### Goal of the exercise:
Check every line of the material below, and show those that contain "graph".
▼▼▼
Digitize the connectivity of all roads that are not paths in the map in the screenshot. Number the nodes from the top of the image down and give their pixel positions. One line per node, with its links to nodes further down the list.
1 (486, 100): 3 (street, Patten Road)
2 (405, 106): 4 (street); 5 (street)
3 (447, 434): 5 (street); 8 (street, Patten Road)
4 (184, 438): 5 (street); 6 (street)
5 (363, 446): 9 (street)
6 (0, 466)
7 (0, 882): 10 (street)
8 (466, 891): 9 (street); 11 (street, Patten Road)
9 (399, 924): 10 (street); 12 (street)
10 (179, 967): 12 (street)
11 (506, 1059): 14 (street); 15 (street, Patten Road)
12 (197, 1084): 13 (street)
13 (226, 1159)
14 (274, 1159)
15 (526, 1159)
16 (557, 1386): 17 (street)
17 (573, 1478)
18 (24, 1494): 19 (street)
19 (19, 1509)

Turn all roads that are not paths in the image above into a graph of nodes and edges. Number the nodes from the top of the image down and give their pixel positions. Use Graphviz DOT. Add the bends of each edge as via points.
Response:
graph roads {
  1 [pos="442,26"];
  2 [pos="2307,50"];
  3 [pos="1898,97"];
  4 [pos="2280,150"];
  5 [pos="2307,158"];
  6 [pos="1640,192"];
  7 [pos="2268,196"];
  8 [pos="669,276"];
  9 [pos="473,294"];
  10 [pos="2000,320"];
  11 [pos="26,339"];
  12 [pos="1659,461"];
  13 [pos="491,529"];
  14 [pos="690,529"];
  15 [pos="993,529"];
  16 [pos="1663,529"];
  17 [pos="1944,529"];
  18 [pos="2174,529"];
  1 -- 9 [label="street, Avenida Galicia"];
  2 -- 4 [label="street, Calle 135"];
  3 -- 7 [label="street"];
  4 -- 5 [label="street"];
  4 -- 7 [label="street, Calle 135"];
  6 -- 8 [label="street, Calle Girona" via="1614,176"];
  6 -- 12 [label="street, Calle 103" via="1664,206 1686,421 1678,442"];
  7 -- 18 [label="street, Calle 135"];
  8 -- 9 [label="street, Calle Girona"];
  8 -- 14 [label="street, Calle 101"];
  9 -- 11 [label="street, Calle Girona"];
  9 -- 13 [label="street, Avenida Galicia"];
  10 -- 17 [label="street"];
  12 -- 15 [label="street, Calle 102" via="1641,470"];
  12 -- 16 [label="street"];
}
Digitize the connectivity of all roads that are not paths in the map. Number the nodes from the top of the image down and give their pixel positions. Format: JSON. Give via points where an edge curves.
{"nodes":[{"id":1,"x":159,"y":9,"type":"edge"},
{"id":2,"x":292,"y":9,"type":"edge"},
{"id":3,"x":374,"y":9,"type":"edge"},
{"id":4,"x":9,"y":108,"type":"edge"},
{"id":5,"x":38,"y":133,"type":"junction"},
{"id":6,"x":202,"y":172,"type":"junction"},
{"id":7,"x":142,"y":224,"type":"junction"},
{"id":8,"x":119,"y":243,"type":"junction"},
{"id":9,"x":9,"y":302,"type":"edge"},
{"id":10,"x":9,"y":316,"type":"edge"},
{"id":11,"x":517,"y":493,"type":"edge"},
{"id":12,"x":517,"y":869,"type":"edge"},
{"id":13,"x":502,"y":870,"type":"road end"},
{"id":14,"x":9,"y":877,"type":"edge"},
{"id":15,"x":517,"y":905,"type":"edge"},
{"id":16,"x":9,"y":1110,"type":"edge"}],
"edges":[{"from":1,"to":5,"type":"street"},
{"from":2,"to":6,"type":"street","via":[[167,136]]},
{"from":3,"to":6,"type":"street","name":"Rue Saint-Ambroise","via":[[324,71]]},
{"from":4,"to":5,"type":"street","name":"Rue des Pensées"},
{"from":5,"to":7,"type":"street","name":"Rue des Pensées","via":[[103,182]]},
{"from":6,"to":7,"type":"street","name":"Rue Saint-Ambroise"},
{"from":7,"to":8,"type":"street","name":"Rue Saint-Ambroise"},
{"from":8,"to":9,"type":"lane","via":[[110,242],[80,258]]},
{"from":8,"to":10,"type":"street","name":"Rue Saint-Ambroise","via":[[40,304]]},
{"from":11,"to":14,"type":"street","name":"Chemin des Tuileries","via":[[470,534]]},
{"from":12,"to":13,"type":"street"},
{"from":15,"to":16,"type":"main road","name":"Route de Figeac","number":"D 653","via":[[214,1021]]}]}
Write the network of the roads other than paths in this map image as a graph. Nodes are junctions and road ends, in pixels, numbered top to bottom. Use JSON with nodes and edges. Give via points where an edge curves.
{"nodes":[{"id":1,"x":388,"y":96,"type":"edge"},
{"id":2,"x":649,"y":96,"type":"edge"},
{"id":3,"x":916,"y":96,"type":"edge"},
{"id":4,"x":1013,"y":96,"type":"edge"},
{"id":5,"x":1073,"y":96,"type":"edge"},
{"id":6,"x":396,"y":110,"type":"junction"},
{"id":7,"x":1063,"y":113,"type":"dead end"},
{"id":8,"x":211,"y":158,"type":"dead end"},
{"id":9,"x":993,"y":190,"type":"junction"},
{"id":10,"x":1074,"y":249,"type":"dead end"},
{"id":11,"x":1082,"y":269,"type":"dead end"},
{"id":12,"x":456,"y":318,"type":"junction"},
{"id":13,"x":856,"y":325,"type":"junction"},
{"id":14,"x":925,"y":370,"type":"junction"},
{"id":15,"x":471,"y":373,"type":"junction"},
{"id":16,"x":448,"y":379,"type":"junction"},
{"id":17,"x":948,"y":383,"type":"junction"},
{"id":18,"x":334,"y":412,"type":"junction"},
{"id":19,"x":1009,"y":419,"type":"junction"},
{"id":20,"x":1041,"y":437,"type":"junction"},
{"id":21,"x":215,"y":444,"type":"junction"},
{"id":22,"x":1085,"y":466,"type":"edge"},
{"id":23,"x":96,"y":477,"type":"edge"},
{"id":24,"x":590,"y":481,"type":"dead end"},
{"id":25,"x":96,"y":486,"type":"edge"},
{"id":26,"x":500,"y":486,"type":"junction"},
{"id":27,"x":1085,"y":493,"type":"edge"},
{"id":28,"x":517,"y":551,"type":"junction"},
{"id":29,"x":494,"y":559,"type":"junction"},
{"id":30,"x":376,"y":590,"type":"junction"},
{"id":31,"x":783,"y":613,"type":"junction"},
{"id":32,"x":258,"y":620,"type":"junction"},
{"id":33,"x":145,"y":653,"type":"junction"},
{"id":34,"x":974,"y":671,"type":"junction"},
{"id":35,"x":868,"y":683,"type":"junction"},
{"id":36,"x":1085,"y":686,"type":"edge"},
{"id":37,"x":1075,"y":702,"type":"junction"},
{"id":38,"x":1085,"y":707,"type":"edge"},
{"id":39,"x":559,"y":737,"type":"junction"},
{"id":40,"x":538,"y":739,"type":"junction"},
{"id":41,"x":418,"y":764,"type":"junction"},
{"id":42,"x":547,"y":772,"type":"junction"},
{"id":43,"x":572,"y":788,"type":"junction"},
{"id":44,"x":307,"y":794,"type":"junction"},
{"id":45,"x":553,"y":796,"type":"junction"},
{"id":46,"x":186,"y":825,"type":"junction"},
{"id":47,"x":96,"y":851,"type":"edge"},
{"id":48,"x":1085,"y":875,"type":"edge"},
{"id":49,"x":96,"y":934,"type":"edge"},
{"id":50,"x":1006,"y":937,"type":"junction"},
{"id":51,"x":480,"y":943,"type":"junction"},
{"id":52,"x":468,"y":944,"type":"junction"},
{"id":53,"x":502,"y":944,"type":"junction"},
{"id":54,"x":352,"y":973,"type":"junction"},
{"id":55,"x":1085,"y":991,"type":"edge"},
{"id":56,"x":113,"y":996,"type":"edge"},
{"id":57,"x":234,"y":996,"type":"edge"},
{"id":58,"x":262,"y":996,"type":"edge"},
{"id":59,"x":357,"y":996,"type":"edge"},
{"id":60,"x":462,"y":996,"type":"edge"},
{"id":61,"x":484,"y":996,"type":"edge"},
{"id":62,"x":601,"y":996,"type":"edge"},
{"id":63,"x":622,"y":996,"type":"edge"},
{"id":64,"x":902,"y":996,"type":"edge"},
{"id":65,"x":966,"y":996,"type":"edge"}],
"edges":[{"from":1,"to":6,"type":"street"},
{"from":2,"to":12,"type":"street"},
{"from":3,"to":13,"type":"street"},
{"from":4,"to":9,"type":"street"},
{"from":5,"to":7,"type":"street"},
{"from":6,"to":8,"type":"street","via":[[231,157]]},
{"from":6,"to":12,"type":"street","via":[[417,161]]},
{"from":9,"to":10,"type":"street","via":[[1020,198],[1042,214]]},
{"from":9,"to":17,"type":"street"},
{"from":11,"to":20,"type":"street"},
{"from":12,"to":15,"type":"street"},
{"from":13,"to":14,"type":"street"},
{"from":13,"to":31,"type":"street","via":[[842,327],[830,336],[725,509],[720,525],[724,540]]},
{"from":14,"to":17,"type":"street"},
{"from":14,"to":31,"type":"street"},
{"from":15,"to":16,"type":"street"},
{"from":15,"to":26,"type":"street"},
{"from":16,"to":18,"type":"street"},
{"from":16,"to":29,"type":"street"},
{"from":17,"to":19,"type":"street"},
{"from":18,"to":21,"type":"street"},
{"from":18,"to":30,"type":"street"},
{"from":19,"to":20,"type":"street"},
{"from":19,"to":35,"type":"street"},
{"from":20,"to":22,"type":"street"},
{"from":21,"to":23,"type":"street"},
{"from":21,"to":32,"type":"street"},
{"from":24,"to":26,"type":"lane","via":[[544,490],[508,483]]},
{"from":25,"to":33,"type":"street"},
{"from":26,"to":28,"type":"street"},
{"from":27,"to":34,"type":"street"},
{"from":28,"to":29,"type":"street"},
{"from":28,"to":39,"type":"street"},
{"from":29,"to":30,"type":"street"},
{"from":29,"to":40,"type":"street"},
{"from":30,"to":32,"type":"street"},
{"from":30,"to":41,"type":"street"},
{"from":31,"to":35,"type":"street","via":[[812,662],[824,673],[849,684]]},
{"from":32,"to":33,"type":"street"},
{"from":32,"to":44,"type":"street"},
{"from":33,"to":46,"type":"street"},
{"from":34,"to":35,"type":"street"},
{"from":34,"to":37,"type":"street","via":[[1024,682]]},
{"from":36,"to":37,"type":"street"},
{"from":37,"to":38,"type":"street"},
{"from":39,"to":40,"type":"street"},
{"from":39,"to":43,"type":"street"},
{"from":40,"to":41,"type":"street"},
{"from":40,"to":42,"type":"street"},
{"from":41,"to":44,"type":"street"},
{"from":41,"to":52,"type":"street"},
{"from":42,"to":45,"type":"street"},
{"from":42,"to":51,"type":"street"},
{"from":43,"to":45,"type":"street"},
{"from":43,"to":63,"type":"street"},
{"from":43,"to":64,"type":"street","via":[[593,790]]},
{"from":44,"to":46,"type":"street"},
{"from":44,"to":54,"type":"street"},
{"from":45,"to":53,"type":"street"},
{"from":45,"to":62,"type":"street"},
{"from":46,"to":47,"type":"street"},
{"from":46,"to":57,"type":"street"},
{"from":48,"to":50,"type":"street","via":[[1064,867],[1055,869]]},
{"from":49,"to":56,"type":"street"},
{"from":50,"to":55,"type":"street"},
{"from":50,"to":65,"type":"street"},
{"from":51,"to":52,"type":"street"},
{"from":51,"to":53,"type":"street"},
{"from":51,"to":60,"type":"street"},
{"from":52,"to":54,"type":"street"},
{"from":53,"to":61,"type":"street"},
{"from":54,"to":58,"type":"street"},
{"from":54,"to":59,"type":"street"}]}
▲▲▲
### Written response:
Turn all roads that are not paths in the image above into a graph of nodes and edges. Number the nodes from the top of the image down and give their pixel positions. Use Graphviz DOT. Add the bends of each edge as via points.
graph roads {
Write the network of the roads other than paths in this map image as a graph. Nodes are junctions and road ends, in pixels, numbered top to bottom. Use JSON with nodes and edges. Give via points where an edge curves.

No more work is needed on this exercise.